Stuttgart Land will Position im Standortwettbewerb stärken
Die Ansiedlung von Unternehmen im Südwesten ist nach Darstellung von Baden-Württembergs Ministerpräsidenten Winfried Kretschmann künftig "Chefsache". Firmenansiedlungen würden in den betroffenen Ministerien mit höchster Priorität bearbeitet - auch im Staatsministerium. Der Grünen-Politiker stellte am Dienstag in Stuttgart gemeinsam mit Wirtschaftsministerin Nicole Hoffmeister-Kraut (CDU) Eckpunkte für eine Ansiedlungsstrategie vor.
"Die Frage der Ansiedlung von innovativen Unternehmen ist für das Land Baden-Württemberg von außerordentlicher Bedeutung", sagte Kretschmann. Jüngste Beispiele wie die Ansiedlung des Elektroautobauers Tesla in Brandenburg oder des Batteriezellen-Herstellers Northvolt in Schleswig-Holstein hätten gezeigt, "dass sich innovative Zukunftstechnologien nicht automatisch bei uns ansiedeln". Das Land müsse deshalb seine Anstrengungen erhöhen, um den Wirtschaftsstandort zukunftssicher zu machen.

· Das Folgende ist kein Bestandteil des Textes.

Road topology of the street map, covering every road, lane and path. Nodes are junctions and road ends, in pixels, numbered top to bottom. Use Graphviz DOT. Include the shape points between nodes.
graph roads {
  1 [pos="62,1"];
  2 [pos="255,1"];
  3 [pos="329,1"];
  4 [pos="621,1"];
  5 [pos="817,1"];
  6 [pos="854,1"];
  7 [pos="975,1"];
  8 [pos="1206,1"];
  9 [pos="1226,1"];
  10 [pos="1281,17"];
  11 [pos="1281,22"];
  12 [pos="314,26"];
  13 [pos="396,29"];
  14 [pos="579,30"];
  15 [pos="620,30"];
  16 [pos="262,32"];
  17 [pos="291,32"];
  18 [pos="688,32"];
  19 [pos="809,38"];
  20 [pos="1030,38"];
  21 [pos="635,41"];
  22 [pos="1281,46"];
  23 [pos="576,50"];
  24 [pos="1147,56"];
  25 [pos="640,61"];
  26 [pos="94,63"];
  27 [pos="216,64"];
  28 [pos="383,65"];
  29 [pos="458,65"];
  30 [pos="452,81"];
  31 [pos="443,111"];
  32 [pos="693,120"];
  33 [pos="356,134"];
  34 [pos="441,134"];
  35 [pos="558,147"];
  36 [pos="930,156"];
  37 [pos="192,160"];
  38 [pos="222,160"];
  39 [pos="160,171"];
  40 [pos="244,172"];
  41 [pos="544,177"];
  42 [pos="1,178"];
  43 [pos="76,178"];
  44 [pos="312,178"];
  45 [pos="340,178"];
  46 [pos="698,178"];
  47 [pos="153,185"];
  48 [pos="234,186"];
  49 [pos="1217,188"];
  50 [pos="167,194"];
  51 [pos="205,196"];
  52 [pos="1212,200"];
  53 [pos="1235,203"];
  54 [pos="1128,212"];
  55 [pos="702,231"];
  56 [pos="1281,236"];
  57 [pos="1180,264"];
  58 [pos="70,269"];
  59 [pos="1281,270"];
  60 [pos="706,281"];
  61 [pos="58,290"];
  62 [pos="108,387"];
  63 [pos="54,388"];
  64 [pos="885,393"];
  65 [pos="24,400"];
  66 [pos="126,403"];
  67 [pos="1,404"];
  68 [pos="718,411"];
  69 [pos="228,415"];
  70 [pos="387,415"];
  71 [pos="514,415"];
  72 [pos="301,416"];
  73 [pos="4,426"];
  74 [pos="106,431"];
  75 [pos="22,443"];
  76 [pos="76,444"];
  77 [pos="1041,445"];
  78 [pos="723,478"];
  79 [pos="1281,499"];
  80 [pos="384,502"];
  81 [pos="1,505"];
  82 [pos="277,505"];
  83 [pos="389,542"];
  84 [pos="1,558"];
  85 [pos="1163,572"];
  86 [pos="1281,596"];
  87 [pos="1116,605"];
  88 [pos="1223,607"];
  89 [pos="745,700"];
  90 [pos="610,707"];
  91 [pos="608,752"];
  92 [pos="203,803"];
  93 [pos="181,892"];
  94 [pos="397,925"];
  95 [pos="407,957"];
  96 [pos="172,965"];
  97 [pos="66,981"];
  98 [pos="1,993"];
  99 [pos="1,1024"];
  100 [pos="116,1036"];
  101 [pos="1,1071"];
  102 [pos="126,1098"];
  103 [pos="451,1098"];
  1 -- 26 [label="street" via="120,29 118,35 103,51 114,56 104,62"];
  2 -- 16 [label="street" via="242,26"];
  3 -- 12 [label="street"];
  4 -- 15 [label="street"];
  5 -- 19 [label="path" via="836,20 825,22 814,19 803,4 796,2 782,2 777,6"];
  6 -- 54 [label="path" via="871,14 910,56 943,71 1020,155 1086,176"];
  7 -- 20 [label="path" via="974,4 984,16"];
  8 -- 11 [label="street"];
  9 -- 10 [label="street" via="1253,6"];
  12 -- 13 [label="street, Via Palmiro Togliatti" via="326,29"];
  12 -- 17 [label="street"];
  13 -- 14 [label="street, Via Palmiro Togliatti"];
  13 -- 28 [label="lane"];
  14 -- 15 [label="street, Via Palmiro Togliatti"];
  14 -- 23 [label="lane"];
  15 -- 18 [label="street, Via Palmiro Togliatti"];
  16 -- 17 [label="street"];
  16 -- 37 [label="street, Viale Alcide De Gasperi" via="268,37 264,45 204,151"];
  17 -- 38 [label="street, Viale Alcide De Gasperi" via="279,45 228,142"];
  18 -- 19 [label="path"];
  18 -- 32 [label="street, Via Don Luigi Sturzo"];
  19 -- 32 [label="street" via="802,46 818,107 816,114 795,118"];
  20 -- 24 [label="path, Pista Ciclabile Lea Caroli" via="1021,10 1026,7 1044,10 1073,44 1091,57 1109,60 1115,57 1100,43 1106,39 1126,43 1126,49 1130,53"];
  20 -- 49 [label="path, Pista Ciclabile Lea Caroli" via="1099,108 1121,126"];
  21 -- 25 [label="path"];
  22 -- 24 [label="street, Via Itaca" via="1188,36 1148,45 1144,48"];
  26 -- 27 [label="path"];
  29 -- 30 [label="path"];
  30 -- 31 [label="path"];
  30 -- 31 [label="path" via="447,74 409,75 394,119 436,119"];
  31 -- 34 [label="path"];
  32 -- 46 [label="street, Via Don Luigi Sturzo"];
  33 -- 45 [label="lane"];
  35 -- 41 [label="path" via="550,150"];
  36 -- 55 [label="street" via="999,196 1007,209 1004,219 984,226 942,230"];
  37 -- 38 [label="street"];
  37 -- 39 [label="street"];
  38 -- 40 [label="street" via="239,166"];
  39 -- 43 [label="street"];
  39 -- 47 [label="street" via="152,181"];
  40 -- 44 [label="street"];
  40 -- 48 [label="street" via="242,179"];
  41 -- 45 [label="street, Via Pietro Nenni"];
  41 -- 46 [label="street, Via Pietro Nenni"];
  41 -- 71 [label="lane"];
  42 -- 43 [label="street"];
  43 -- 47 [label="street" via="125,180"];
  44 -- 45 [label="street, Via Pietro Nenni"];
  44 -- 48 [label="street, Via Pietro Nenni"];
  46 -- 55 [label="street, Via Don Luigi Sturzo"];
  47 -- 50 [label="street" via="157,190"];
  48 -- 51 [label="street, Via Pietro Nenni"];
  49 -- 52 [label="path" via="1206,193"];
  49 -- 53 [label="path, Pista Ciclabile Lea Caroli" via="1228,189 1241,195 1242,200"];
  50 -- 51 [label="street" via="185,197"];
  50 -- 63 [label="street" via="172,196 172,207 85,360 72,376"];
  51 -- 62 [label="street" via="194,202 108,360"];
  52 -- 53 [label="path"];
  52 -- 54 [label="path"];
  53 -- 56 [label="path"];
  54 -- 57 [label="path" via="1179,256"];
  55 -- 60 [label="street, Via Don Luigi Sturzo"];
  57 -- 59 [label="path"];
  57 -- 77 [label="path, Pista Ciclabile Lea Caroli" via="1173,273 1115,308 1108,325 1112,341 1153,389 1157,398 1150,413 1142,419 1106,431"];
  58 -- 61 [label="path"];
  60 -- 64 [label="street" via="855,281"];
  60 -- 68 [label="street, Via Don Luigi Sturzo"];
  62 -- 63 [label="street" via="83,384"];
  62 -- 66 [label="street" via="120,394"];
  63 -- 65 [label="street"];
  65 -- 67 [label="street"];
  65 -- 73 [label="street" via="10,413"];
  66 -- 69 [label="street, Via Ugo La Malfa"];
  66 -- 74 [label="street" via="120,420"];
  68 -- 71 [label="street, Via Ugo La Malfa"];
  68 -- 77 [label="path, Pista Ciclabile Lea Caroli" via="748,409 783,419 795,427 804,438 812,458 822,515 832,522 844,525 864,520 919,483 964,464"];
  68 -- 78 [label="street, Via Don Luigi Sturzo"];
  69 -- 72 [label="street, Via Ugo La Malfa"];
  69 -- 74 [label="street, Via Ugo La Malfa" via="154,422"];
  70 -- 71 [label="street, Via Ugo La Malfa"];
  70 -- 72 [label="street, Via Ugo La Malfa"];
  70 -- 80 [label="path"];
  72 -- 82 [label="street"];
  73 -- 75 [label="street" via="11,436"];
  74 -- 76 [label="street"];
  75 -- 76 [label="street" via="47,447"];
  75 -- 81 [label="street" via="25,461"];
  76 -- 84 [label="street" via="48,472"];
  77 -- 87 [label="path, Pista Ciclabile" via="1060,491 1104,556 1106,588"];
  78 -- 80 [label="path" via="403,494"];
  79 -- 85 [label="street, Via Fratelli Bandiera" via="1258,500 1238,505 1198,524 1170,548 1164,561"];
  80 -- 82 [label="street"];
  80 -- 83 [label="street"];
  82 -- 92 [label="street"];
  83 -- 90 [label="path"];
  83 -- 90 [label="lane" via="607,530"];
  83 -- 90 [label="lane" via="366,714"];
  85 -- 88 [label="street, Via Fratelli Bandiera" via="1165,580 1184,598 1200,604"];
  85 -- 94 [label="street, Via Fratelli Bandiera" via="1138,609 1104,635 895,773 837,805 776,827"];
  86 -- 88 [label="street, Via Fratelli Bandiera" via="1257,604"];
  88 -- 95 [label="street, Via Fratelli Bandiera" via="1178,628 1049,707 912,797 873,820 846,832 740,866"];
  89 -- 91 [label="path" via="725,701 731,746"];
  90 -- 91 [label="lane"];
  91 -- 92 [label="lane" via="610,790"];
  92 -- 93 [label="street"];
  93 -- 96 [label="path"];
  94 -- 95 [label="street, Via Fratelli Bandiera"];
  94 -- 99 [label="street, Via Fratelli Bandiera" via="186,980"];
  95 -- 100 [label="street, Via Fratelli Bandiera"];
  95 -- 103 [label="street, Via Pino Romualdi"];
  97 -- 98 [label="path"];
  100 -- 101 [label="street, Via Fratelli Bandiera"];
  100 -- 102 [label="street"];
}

"Wir setzen deshalb auf eine proaktive Ansiedlungsstrategie, mit der wir unsere Position im nationalen und internationalen Standortwettbewerb stärken werden", sagte Kretschmann. Ein wichtiger Punkt sei, mit welchem Tempo das Land interessierten Unternehmen ein attraktives Paket schnüren könne. "Wir verfolgen deshalb die Strategie, dass wir innerhalb von 48 Stunden solche Auskünfte geben können", sagte Kretschmann.

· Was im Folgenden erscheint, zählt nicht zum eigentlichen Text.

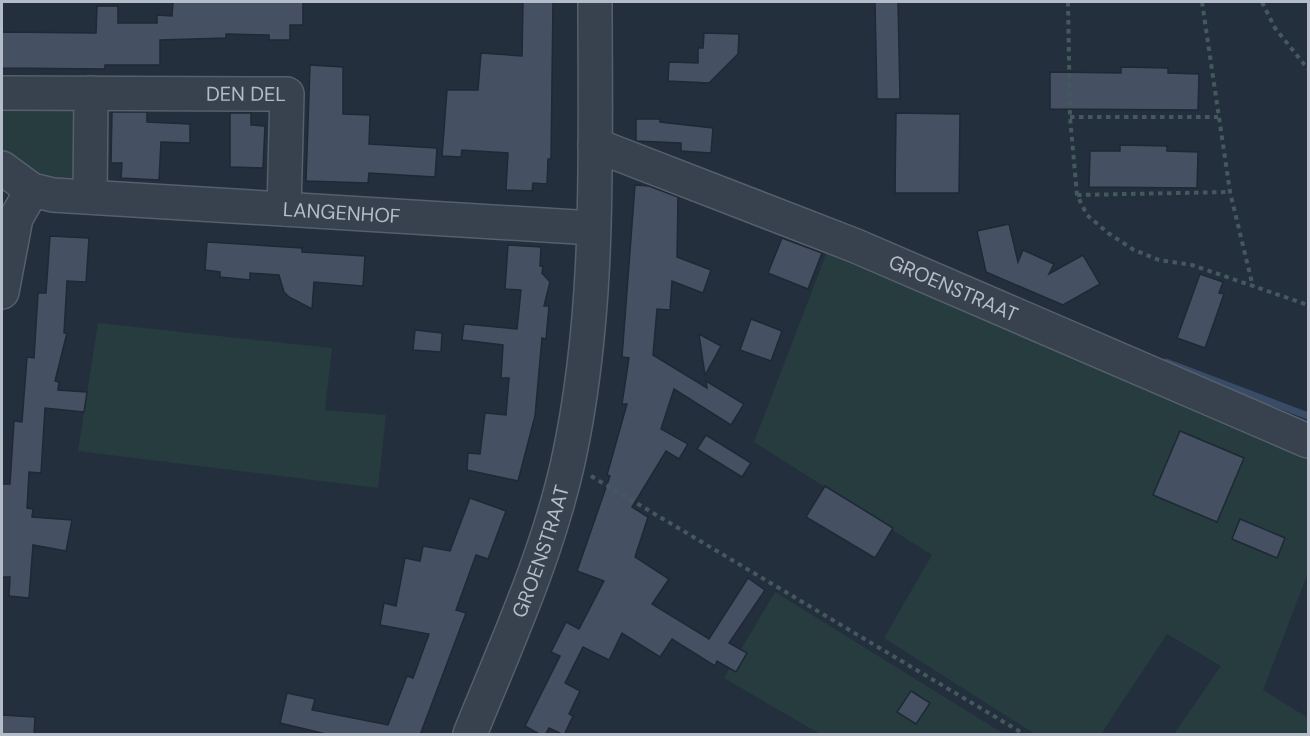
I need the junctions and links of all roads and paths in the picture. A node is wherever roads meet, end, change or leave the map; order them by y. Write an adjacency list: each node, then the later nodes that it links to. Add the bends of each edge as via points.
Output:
1 (595, 2): 10 (street, GROENSTRAAT)
2 (1068, 2): 8 (path)
3 (1202, 2): 9 (path)
4 (1262, 2): 5 (path, via 1275,28)
5 (1308, 69)
6 (2, 93): 7 (street)
7 (91, 93): 15 (street); 16 (street, DEN DEL, via 287,94)
8 (1070, 117): 9 (path); 14 (path)
9 (1218, 117): 13 (path)
10 (595, 145): 17 (street, GROENSTRAAT); 21 (street, GROENSTRAAT, via 856,246)
11 (2, 168): 12 (street, LANGENHOF)
12 (32, 190): 15 (street, LANGENHOF); 19 (street, via 16,218)
13 (1230, 192): 14 (path); 18 (path)
14 (1077, 195): 18 (path, via 1087,215 1134,250 1159,260 1192,265)
15 (90, 197): 16 (street, LANGENHOF)
16 (284, 209): 17 (street, LANGENHOF)
17 (593, 228): 22 (street, GROENSTRAAT, via 588,331)
18 (1253, 288): 20 (path)
19 (2, 292)
20 (1308, 305)
21 (1308, 441)
22 (567, 462): 23 (street, GROENSTRAAT, via 533,578); 24 (path)
23 (470, 735)
24 (1024, 735)

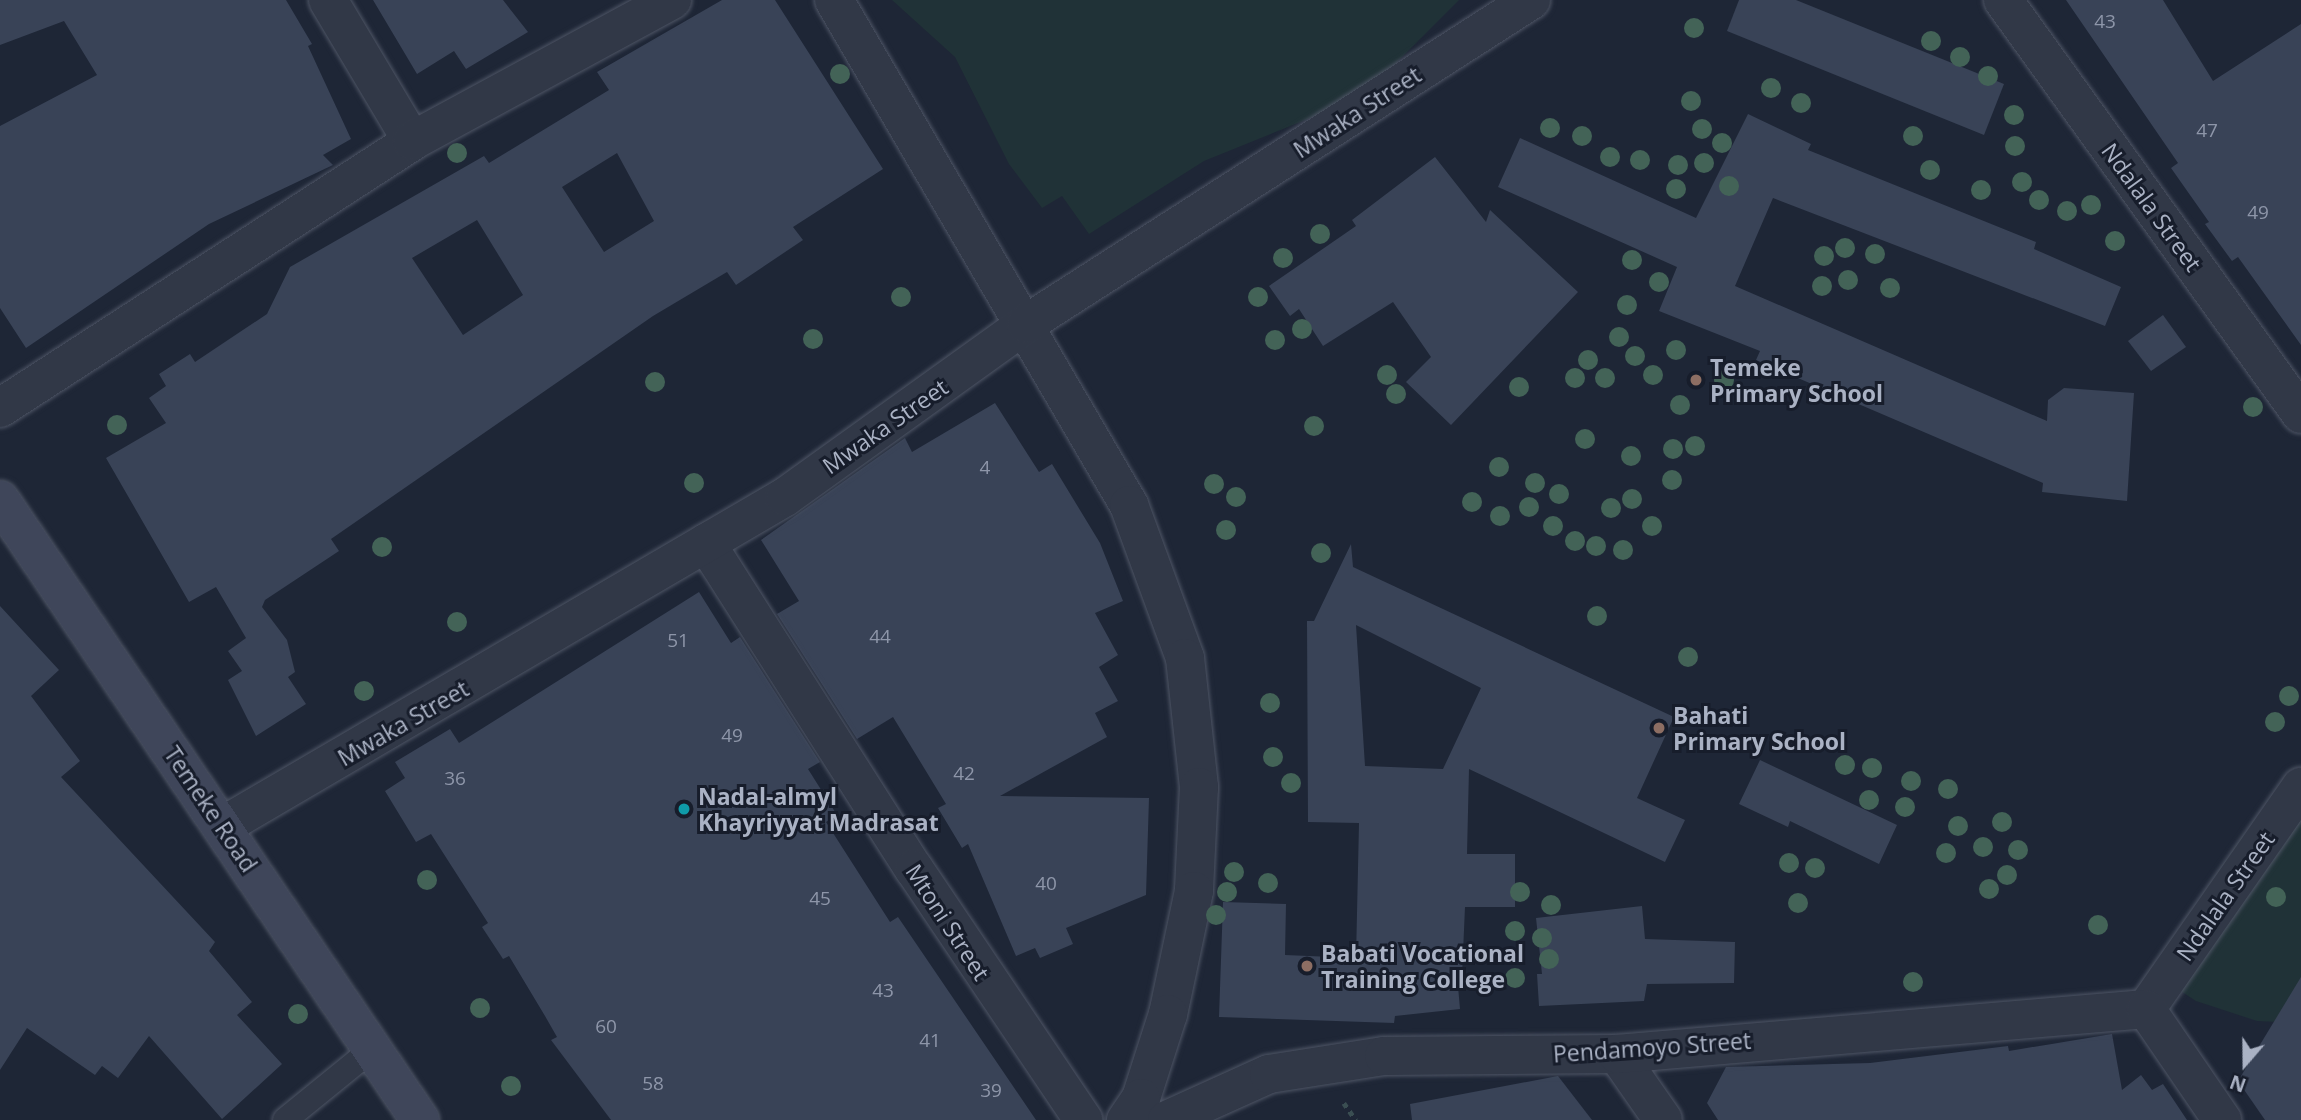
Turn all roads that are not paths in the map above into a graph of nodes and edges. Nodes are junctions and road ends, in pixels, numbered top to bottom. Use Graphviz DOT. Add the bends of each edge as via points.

"Unternehmen mit zukunftsweisender Wertschöpfung, mit innovativen Ideen, mit Zukunft und Potenzial, gestalten Baden-Württemberg entscheidend mit und schaffen Arbeitsplätze vor Ort", sagte Hoffmeister-Kraut. Diese seien für den Wirtschaftsstandort ebenso unverzichtbar wie internationale Unternehmen, die sich neu ansiedeln wollen, oder Unternehmen aus Baden-Württemberg in der Transformation.
Zu den Eckpunkten zählt den Angaben zufolge auch, dass die Landesagentur Baden-Württemberg International zu einer zentralen Standortförderungsagentur ausgebaut werden soll. Ein Netzwerk relevanter Akteure aus Kommunen, Kammern, Verbänden und Landesagenturen soll die Strategie fortlaufend optimieren. Zudem soll das internationale Standortmarketing ausgebaut werden. Ab dem vierten Quartal dieses Jahres soll dann eine digitale Datenbank einen schnellen Überblick über die verfügbaren Flächen ermöglichen.
"Wir können es uns nicht leisten, dass Neuansiedlungen eventuell an mangelndem Wissen um die Chancen unseres Standorts oder an fehlenden Informationen scheitern", sagte Wolfgang Grenke, Präsident des Baden-Württembergischen Industrie- und Handelskammertages. Die Initiative bezeichnete er als "das richtige Signal". Auch der Dachverband Unternehmer Baden-Württemberg begrüßte das Vorhaben der Landesregierung. Die jüngsten Rückschläge beim Werben um Industrieansiedlungen dürften keine Signalwirkung entfachen.
Kritik kam hingegen aus der Opposition. "Man muss sich fragen, warum die Landesregierung erst jetzt auf die Idee kommt, eine aktive Ansiedlungspolitik zu betreiben", sagte der SPD-Wirtschaftspolitiker Boris Weirauch. Die Landesregierung habe durch ihre Passivität schon viele Chancen für das Land vergeben.
Auch Umweltschützer äußerten Kritik. Sylvia Pilarsky-Grosch, Landesvorsitzende des Bundes für Umwelt und Naturschutz Deutschland, äußerte die Befürchtung, dass vor allem neue Flächen im Vordergrund stehen und der Ansatz von Revitalisierungen "unter die Räder kommt", weil er komplex, zeitaufwändig und dadurch sehr kostenintensiv sei.